Listed entries.
- Opening Delimiter -

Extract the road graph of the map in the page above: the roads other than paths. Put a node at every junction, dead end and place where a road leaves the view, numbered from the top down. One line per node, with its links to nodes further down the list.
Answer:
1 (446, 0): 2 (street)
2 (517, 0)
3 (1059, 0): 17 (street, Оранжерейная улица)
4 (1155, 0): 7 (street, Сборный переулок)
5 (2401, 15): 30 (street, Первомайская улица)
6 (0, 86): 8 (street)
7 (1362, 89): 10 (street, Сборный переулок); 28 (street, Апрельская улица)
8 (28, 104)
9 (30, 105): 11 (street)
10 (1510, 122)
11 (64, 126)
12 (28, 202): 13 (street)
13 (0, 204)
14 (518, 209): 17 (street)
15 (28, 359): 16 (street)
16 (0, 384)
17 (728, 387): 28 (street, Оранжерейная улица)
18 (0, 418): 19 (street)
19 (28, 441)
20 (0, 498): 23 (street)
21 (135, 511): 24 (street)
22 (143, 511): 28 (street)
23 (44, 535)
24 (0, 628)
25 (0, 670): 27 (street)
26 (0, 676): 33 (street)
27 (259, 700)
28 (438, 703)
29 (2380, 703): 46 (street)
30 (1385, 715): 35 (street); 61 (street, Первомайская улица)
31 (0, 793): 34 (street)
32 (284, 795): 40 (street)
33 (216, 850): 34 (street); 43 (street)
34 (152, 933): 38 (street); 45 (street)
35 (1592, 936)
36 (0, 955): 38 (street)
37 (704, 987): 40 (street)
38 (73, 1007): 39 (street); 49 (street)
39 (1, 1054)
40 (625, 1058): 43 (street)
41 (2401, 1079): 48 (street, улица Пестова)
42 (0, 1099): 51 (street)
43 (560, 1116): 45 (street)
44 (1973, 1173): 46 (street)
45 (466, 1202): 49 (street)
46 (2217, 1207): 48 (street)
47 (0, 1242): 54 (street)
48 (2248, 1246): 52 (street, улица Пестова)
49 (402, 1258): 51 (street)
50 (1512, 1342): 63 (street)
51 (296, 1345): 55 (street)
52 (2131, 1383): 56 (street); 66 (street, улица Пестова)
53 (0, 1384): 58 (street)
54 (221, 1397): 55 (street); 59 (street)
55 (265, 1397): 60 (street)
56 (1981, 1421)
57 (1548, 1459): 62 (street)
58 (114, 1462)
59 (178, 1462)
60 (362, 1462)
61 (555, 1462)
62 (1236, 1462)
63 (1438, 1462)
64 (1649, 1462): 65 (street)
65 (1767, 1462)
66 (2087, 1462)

- Closing Delimiter -

Work order. Look through the records above for the string "Первомайская", then copy every line that has it.

Exercise result.
5 (2401, 15): 30 (street, Первомайская улица)
30 (1385, 715): 35 (street); 61 (street, Первомайская улица)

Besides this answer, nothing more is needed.